WHAT TO DO:
An exact transcription of all the data is required, with every image removed.

EXTRACTED ENTRIES:
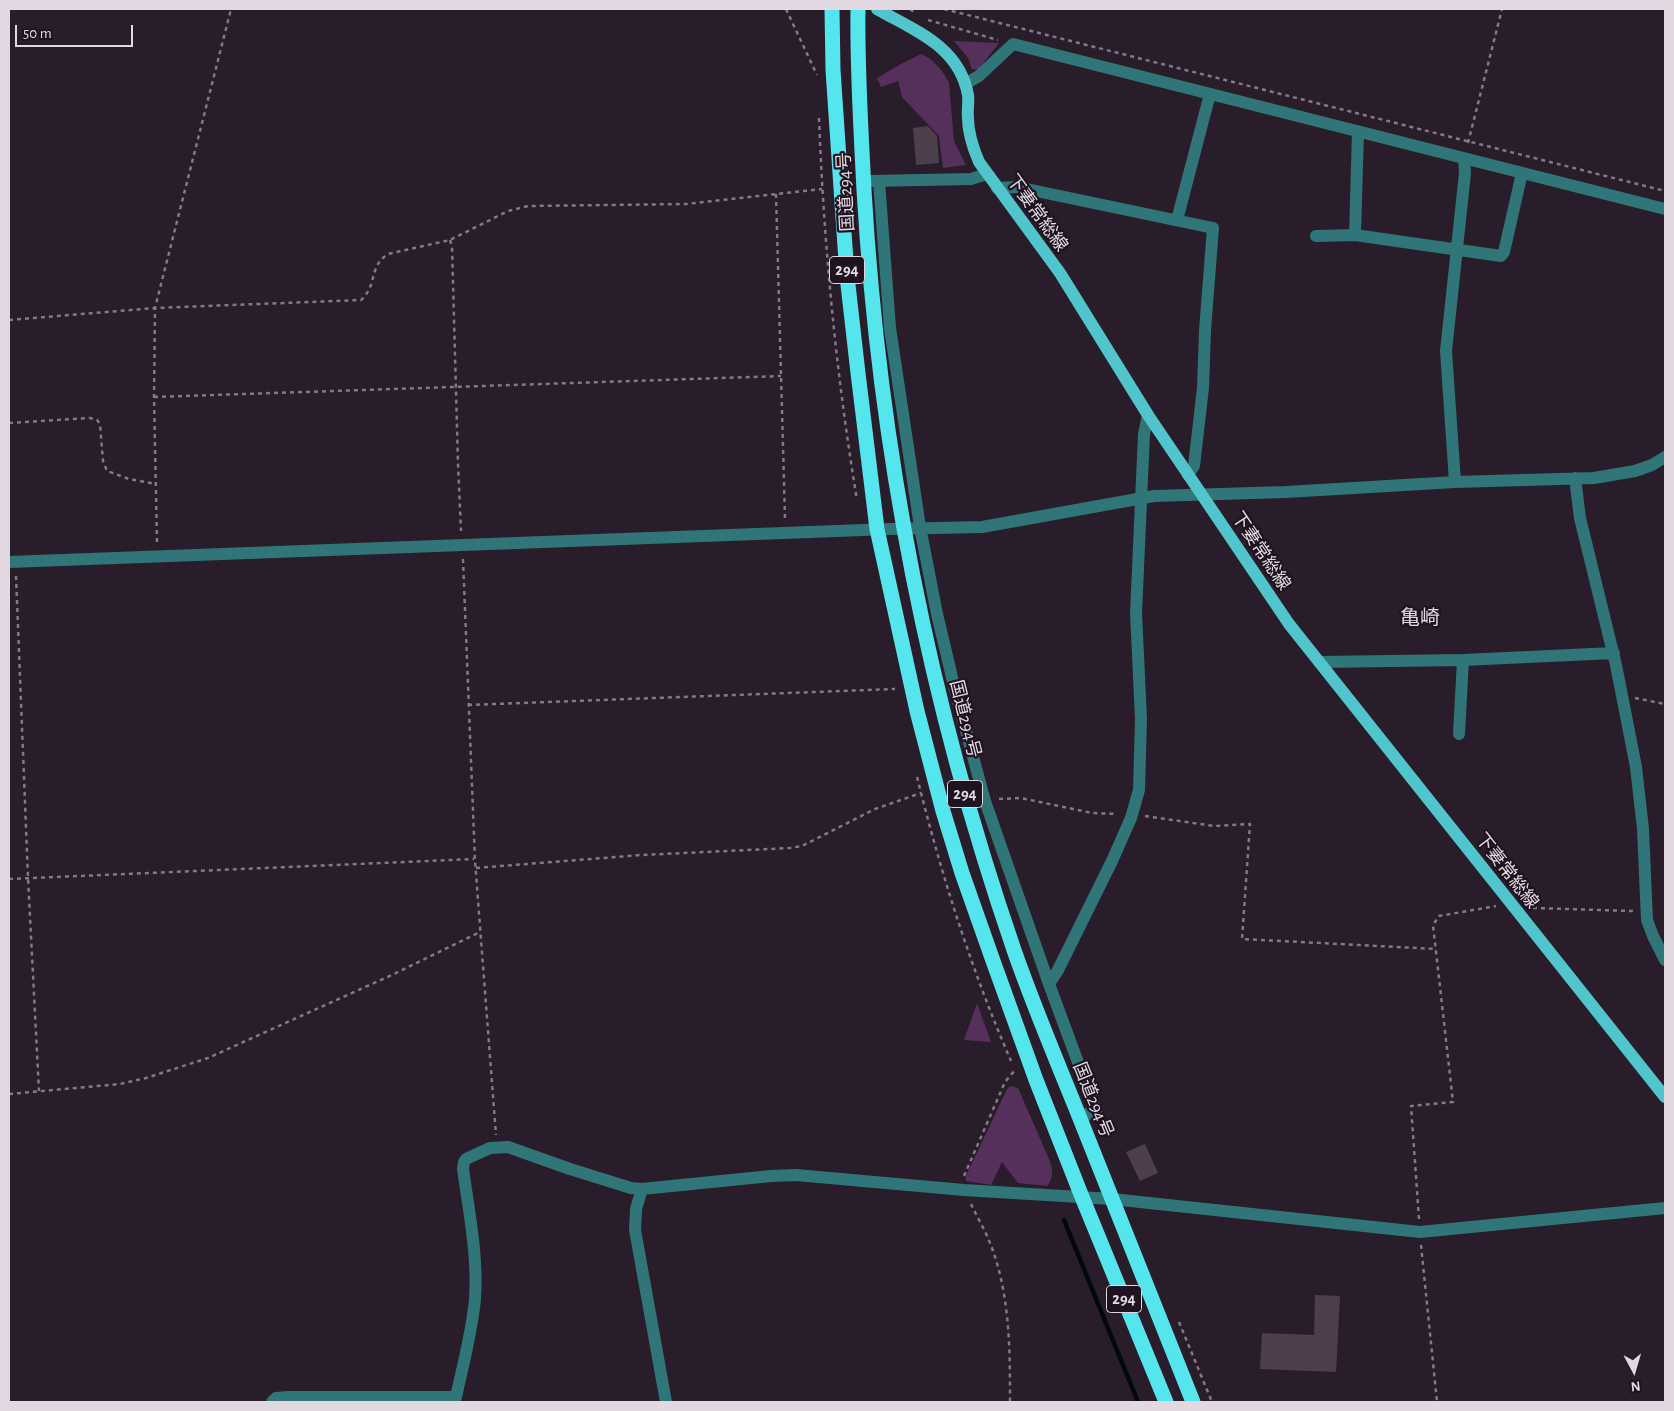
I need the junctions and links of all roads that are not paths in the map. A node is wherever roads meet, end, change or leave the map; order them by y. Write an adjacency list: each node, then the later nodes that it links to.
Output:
1 (832, 9): 26 (highway, 国道294号 / 294)
2 (858, 9): 10 (highway, 国道294号 / 294)
3 (877, 9): 4 (main road, 下妻常総線)
4 (965, 84): 5 (street); 9 (main road, 下妻常総線)
5 (1210, 94): 6 (street); 13 (street)
6 (1358, 132): 7 (street); 14 (street)
7 (1464, 159): 8 (street); 16 (street)
8 (1522, 173): 12 (street); 16 (street)
9 (987, 174): 10 (street); 11 (main road, 下妻常総線)
10 (871, 181): 24 (highway, 国道294号 / 294); 25 (street)
11 (998, 188): 13 (street); 17 (main road, 下妻常総線)
12 (1665, 209)
13 (1177, 220): 19 (street)
14 (1355, 235): 15 (street); 16 (street)
15 (1316, 236)
16 (1457, 249): 21 (street)
17 (1148, 415): 19 (main road, 下妻常総線); 23 (street)
18 (1665, 457): 20 (street)
19 (1188, 476): 22 (main road, 下妻常総線)
20 (1575, 478): 21 (street); 28 (street)
21 (1455, 482): 22 (street)
22 (1201, 495): 23 (street); 30 (main road, 下妻常総線)
23 (1142, 499): 25 (street); 33 (street)
24 (903, 528): 25 (street); 26 (street); 35 (highway, 国道294号 / 294)
25 (920, 528): 33 (street)
26 (877, 529): 27 (street); 37 (highway, 国道294号 / 294)
27 (12, 562)
28 (1614, 653): 29 (street); 32 (street)
29 (1463, 660): 30 (street); 31 (street)
30 (1319, 662): 34 (main road, 下妻常総線)
31 (1459, 734)
32 (1665, 960)
33 (1049, 984): 35 (street)
34 (1665, 1097)
35 (1079, 1117): 38 (highway, 国道294号 / 294)
36 (642, 1189): 37 (street); 40 (street); 42 (street)
37 (1082, 1197): 38 (street); 43 (highway, 国道294号 / 294)
38 (1112, 1199): 39 (street); 44 (highway, 国道294号 / 294)
39 (1665, 1208)
40 (456, 1400): 41 (street)
41 (272, 1402)
42 (666, 1402)
43 (1166, 1402)
44 (1193, 1402)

REPLY TO THE TASK:
I need the junctions and links of all roads that are not paths in the map. A node is wherever roads meet, end, change or leave the map; order them by y. Write an adjacency list: each node, then the later nodes that it links to.
Output:
1 (832, 9): 26 (highway, 国道294号 / 294)
2 (858, 9): 10 (highway, 国道294号 / 294)
3 (877, 9): 4 (main road, 下妻常総線)
4 (965, 84): 5 (street); 9 (main road, 下妻常総線)
5 (1210, 94): 6 (street); 13 (street)
6 (1358, 132): 7 (street); 14 (street)
7 (1464, 159): 8 (street); 16 (street)
8 (1522, 173): 12 (street); 16 (street)
9 (987, 174): 10 (street); 11 (main road, 下妻常総線)
10 (871, 181): 24 (highway, 国道294号 / 294); 25 (street)
11 (998, 188): 13 (street); 17 (main road, 下妻常総線)
12 (1665, 209)
13 (1177, 220): 19 (street)
14 (1355, 235): 15 (street); 16 (street)
15 (1316, 236)
16 (1457, 249): 21 (street)
17 (1148, 415): 19 (main road, 下妻常総線); 23 (street)
18 (1665, 457): 20 (street)
19 (1188, 476): 22 (main road, 下妻常総線)
20 (1575, 478): 21 (street); 28 (street)
21 (1455, 482): 22 (street)
22 (1201, 495): 23 (street); 30 (main road, 下妻常総線)
23 (1142, 499): 25 (street); 33 (street)
24 (903, 528): 25 (street); 26 (street); 35 (highway, 国道294号 / 294)
25 (920, 528): 33 (street)
26 (877, 529): 27 (street); 37 (highway, 国道294号 / 294)
27 (12, 562)
28 (1614, 653): 29 (street); 32 (street)
29 (1463, 660): 30 (street); 31 (street)
30 (1319, 662): 34 (main road, 下妻常総線)
31 (1459, 734)
32 (1665, 960)
33 (1049, 984): 35 (street)
34 (1665, 1097)
35 (1079, 1117): 38 (highway, 国道294号 / 294)
36 (642, 1189): 37 (street); 40 (street); 42 (street)
37 (1082, 1197): 38 (street); 43 (highway, 国道294号 / 294)
38 (1112, 1199): 39 (street); 44 (highway, 国道294号 / 294)
39 (1665, 1208)
40 (456, 1400): 41 (street)
41 (272, 1402)
42 (666, 1402)
43 (1166, 1402)
44 (1193, 1402)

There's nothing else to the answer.